Leaving out every picture, quote the data below exactly as it appears.

Data records Block Start

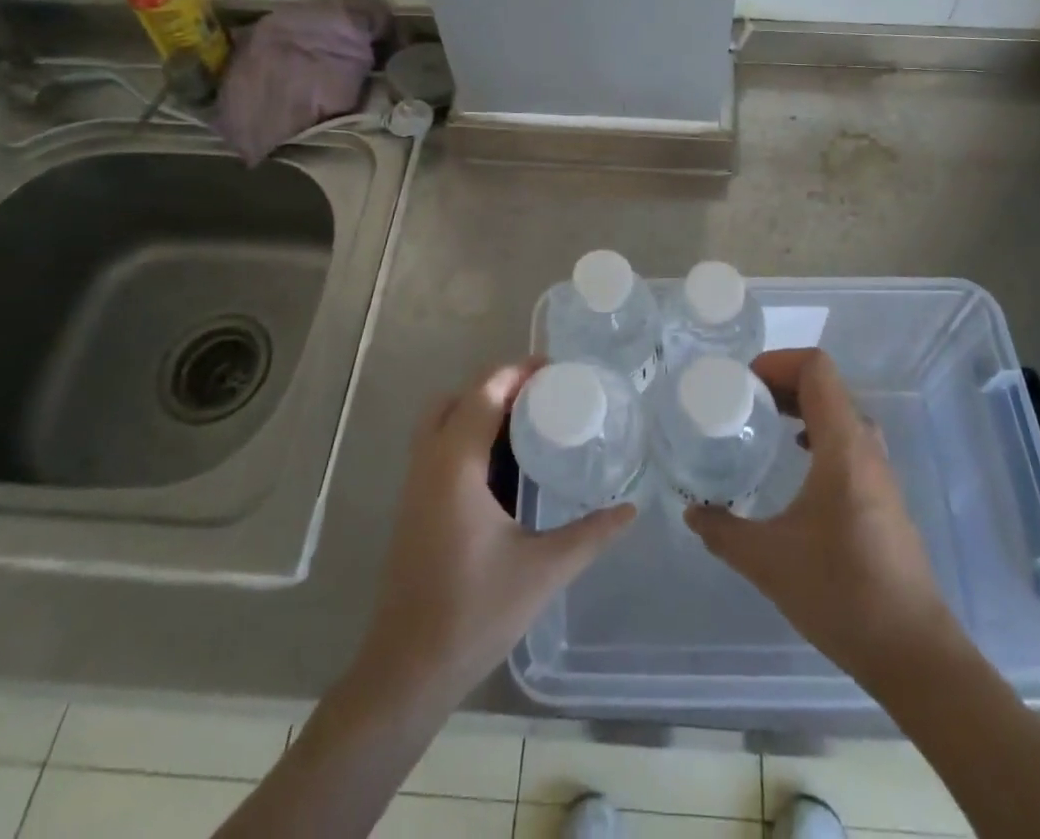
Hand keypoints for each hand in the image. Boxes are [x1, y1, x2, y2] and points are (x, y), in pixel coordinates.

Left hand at [355, 361, 635, 705]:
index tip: (554, 370)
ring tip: (528, 421)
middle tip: (541, 395)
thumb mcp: (543, 570)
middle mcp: (430, 463)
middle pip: (458, 398)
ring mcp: (416, 485)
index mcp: (456, 464)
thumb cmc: (474, 612)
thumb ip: (590, 534)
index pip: (484, 392)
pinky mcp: (414, 506)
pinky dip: (468, 436)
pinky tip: (505, 465)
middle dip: (497, 386)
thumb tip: (631, 509)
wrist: (408, 670)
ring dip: (480, 410)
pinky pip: (439, 448)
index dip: (517, 372)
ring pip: (443, 422)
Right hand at [685, 348, 967, 690]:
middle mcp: (866, 447)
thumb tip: (692, 511)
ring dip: (802, 406)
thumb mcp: (768, 561)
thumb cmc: (841, 593)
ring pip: (840, 412)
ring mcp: (880, 471)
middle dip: (783, 381)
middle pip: (827, 385)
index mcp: (843, 445)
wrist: (913, 651)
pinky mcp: (883, 494)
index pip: (816, 369)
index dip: (777, 362)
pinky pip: (848, 439)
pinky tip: (796, 461)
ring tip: (765, 423)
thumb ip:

Data records Block End

**Solution for this task**
Hand keypoints for each hand in the image. Boxes are [x1, y1, x2, y2] and points are (x, y), in pixel coordinates.

Left hand at [355, 361, 635, 705]:
index tip: (554, 370)
ring tip: (528, 421)
middle tip: (541, 395)
thumb mcp: (543, 570)
middle mcp: (430, 463)
middle pip: (458, 398)
ring mcp: (416, 485)
index mcp: (456, 464)
thumb cmc: (474, 612)
thumb ip: (590, 534)
index pip: (484, 392)
pinky mcp: (414, 506)
pinky dip: (468, 436)
pinky tip: (505, 465)
middle dip: (497, 386)
thumb tip: (631, 509)
wrist: (408, 670)
ring dip: (480, 410)
pinky pip: (439, 448)
index dip: (517, 372)
ring pip: (443, 422)
Right hand at [685, 348, 967, 690]:
middle mcp: (866, 447)
thumb tip: (692, 511)
ring dip: (802, 406)
thumb mcp: (768, 561)
thumb cmc: (841, 593)
ring pip: (840, 412)
ring mcp: (880, 471)
middle dip: (783, 381)
middle pip: (827, 385)
index mcp: (843, 445)
wrist: (913, 651)
pinky mcp: (883, 494)
index pip: (816, 369)
index dip: (777, 362)
pinky pip: (848, 439)
pinky tip: (796, 461)
ring tip: (765, 423)
thumb ip:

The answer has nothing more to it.